Vatanen feels free from all constraints for the first time in his life. He decides to sell his possessions, abandon his wife and his job after realizing that he neither cares for his unloving wife nor for his empty, boring job and travels across Finland’s wild nature away from civilization. Vatanen chooses the path of no return with no regrets, seeking an adventurous new life. A fascinating exchange occurs: the conventional Vatanen becomes an untamed man while the wild hare turns into a domesticated animal. In each others company, man and animal will help one another to heal their afflictions: psychological for one and physical for the other.

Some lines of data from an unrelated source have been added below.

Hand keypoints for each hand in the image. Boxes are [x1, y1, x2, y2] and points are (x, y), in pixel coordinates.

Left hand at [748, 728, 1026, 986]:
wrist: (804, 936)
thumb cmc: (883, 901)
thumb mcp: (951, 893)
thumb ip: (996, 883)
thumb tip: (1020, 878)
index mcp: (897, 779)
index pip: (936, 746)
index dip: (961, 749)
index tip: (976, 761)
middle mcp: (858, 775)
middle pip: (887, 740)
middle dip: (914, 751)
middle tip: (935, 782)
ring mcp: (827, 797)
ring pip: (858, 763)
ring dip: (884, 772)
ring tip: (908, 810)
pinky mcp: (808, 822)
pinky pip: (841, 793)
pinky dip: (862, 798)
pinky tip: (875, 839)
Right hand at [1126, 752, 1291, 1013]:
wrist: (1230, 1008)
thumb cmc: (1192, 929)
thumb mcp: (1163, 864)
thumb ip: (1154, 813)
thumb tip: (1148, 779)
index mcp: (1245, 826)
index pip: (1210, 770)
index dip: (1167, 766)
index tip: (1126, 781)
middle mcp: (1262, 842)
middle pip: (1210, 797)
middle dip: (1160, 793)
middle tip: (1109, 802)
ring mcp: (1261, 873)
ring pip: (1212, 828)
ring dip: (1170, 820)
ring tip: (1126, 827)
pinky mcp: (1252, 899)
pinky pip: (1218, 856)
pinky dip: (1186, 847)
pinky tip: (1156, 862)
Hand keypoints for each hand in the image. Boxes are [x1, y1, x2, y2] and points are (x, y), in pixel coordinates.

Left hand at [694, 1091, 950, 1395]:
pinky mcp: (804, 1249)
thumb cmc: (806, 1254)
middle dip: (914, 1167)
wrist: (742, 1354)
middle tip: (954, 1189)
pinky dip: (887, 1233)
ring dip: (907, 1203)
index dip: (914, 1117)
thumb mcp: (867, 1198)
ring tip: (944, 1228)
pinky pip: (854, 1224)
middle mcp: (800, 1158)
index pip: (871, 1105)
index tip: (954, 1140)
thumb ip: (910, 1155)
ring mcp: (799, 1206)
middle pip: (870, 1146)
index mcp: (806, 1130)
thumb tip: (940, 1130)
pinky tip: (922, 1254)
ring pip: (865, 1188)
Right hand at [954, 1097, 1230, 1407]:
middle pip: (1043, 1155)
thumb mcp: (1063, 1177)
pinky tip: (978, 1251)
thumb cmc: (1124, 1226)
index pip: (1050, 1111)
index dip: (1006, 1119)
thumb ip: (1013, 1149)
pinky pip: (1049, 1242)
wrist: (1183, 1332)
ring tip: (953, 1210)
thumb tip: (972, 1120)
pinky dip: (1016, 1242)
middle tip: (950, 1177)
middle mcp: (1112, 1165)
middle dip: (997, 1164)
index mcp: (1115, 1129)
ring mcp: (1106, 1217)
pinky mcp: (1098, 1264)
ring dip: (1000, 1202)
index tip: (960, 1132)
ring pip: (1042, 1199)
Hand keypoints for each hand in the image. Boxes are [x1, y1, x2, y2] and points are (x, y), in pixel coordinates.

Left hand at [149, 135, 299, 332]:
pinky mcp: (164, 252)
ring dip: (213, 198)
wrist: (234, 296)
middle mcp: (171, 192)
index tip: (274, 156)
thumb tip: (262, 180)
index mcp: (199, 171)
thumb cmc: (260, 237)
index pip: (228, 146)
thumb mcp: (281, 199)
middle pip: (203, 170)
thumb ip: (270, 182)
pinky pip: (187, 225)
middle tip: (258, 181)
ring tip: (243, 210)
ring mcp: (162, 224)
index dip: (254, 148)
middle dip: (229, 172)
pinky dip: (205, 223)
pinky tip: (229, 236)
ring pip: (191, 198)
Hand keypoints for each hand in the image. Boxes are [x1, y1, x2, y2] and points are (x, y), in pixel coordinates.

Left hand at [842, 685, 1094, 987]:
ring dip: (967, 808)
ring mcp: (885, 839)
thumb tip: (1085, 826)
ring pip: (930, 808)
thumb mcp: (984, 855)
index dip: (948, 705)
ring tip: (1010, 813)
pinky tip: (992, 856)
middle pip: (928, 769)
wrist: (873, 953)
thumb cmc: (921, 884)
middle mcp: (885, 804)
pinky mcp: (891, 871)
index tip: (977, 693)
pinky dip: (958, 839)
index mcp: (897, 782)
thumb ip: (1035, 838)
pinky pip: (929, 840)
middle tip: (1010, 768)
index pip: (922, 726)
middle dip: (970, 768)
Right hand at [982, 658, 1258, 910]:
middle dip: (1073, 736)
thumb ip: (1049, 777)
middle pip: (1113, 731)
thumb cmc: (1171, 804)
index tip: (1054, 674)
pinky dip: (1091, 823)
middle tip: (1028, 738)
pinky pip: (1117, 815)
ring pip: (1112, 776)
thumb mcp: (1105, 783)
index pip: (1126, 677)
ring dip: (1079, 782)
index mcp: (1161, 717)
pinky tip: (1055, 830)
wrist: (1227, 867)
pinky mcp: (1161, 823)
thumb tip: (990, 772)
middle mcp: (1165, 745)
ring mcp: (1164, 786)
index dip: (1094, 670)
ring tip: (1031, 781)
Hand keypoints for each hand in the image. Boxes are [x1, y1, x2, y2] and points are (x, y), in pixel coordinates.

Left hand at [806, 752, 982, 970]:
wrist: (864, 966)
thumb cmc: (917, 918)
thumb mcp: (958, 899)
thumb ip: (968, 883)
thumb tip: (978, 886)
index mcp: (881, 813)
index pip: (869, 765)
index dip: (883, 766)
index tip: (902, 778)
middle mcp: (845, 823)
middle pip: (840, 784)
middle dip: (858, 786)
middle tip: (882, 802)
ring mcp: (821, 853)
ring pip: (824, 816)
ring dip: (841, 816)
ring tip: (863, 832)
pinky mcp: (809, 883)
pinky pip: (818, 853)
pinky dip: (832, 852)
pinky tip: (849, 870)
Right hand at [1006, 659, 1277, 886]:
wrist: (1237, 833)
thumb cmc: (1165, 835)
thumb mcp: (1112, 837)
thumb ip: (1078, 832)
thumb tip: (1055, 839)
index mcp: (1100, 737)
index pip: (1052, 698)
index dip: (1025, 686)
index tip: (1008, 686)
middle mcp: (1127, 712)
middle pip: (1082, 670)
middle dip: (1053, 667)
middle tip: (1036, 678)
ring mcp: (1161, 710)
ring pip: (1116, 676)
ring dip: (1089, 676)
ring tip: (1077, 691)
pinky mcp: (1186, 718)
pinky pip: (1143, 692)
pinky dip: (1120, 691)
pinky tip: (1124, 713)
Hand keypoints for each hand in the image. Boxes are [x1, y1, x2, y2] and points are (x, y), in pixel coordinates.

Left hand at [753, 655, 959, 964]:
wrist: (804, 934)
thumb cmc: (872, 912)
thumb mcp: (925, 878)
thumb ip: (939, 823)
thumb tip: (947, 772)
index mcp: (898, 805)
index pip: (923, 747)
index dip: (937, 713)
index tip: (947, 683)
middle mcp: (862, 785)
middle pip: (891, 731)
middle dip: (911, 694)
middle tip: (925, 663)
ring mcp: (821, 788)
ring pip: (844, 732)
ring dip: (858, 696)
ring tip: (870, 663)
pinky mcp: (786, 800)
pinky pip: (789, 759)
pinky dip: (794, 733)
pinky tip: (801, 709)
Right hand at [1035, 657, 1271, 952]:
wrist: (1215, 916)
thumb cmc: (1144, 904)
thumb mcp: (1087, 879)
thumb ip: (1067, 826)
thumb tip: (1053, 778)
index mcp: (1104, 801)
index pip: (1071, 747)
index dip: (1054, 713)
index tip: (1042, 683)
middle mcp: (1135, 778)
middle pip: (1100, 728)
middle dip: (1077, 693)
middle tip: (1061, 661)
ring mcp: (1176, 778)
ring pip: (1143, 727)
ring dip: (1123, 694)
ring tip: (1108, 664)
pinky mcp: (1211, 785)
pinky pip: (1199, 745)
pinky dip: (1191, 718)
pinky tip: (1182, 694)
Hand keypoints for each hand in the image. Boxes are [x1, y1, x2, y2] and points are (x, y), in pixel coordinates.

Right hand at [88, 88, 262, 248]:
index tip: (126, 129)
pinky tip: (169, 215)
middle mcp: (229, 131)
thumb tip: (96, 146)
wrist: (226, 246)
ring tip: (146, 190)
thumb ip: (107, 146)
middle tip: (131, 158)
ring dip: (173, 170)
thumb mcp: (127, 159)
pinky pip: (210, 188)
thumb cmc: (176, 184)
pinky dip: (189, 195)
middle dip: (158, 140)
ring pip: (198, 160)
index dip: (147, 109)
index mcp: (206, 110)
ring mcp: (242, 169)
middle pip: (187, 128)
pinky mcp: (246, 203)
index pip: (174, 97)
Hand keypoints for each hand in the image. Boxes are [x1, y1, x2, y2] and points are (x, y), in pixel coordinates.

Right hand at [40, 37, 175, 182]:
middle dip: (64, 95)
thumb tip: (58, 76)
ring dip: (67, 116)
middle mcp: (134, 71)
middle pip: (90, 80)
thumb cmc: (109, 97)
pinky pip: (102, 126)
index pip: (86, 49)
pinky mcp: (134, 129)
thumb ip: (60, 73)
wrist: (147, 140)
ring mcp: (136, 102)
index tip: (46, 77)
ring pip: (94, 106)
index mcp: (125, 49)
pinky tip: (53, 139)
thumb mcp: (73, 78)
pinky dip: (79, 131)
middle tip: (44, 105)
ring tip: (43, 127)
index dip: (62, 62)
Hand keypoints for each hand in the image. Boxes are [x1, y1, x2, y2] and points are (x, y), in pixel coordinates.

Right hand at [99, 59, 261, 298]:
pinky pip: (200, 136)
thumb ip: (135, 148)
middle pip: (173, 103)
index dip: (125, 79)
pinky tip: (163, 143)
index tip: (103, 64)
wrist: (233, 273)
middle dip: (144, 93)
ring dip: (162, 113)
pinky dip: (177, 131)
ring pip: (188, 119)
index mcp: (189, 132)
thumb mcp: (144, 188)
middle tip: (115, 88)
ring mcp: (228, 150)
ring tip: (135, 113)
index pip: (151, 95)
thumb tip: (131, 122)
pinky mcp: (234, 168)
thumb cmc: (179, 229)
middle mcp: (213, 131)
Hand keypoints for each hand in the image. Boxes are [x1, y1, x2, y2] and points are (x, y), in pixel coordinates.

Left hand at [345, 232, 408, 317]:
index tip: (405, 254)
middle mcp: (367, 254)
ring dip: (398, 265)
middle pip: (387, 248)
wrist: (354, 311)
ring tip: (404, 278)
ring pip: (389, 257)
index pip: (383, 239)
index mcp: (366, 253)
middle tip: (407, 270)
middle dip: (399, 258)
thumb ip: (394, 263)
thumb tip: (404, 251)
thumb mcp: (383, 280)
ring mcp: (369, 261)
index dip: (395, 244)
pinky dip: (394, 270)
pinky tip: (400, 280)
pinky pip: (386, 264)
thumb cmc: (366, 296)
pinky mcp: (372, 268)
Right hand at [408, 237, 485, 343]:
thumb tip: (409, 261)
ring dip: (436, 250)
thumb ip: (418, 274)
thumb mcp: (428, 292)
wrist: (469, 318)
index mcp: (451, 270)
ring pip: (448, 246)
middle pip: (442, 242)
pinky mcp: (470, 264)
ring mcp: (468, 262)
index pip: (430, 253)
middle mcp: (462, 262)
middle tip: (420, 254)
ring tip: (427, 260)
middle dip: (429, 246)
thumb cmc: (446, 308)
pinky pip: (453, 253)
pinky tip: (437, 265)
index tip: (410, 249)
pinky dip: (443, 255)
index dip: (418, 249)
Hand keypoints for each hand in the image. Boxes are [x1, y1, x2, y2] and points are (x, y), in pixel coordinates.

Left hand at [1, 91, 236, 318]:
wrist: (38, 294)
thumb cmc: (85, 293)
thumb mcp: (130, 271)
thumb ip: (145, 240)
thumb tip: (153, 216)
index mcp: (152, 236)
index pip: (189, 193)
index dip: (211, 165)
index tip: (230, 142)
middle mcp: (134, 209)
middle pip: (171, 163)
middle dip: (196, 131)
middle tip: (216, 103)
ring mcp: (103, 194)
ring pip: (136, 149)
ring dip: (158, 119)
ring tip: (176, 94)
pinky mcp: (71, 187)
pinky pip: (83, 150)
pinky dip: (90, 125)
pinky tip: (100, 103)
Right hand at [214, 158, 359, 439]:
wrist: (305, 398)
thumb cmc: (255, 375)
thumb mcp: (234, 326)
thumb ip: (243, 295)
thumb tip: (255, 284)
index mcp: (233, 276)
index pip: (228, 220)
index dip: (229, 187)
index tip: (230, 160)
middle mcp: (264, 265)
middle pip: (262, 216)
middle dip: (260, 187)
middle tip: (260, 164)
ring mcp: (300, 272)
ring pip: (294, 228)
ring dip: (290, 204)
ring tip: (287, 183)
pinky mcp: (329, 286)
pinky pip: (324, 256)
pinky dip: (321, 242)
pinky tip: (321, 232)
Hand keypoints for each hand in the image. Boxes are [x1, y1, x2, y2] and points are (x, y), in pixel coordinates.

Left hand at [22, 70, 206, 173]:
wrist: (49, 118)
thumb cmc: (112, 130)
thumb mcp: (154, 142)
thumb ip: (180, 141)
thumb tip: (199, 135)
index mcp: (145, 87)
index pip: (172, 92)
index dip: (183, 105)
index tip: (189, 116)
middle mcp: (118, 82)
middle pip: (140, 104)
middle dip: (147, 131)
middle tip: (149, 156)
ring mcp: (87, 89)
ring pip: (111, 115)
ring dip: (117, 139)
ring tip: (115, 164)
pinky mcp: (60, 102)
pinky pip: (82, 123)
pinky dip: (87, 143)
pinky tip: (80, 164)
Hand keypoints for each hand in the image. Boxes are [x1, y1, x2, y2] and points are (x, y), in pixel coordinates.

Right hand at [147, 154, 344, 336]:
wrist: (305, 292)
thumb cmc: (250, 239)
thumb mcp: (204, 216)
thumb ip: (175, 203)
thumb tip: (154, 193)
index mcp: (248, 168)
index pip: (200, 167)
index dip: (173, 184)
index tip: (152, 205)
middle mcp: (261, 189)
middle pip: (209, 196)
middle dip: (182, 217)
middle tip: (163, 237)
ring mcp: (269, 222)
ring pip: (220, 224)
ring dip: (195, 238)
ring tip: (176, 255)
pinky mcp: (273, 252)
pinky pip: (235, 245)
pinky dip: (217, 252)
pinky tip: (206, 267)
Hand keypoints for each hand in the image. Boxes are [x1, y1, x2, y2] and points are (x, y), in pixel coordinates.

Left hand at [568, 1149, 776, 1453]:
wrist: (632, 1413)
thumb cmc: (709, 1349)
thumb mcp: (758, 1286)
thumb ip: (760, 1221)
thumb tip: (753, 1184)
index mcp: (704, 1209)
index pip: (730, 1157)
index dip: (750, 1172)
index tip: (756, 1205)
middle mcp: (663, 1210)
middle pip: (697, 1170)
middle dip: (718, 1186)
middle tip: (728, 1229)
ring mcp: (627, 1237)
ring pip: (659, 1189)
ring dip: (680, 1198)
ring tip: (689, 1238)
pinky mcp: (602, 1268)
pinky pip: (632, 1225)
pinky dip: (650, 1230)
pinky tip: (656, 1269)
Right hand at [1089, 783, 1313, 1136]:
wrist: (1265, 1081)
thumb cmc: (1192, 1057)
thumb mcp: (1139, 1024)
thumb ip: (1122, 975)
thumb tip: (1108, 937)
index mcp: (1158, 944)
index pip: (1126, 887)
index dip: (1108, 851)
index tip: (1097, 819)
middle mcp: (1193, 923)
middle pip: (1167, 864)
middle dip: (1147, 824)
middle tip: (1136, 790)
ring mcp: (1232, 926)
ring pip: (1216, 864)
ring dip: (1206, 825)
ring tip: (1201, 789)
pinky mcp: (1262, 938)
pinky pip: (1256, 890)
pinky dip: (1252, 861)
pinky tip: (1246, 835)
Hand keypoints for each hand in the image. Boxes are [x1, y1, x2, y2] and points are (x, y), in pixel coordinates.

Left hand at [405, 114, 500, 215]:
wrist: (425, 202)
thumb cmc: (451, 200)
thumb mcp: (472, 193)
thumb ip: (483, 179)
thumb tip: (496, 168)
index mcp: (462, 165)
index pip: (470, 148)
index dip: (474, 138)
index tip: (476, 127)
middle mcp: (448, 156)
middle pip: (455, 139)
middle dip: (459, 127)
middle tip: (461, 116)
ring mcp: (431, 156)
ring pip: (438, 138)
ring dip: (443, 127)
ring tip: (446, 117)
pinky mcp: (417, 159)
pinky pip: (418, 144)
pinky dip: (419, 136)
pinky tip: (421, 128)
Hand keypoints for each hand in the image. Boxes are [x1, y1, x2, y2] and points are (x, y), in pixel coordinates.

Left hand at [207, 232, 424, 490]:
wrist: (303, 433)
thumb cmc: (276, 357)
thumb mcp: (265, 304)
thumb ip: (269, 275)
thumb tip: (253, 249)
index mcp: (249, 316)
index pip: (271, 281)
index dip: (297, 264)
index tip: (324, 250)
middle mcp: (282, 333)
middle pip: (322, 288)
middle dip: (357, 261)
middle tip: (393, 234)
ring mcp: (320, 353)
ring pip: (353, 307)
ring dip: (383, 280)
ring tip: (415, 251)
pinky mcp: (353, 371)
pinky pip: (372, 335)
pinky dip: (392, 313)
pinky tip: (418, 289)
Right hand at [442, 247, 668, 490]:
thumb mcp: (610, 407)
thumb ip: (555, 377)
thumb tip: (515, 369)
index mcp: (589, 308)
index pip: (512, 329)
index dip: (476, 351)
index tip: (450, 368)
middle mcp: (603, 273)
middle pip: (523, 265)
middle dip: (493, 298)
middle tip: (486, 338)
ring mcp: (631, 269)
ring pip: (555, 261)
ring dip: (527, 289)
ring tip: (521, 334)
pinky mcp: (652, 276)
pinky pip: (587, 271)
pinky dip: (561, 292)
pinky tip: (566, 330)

During this one year several surreal events happen, Vatanen lives doing odd jobs, repairing a hut or cutting logs in the forest as well as fighting a ferocious forest fire. He even gets engaged to Leila, an attractive young lawyer, while being drunk but once sober he surprisingly has no recollection of taking such an important decision. While living and working in the forest, Vatanen has to fight a ravenous, cheeky raven and a dangerous, vicious bear and follow it across the border to the Soviet Union which leads to his arrest by Russian soldiers accusing him of spying.

The satirical and cynical Year Of The Hare is a story of a dissatisfied, embittered man who takes his courage in hand by giving up everything to fulfill his dreams in the hope of attaining a serene life. It’s a quest for freedom and a journey of exciting adventures. Consequently, this tale unleashes the dream that lies deep inside each one of us: the search for the meaning of life and the yearning to lead a simple harmonious existence in peace with nature beyond the bounds.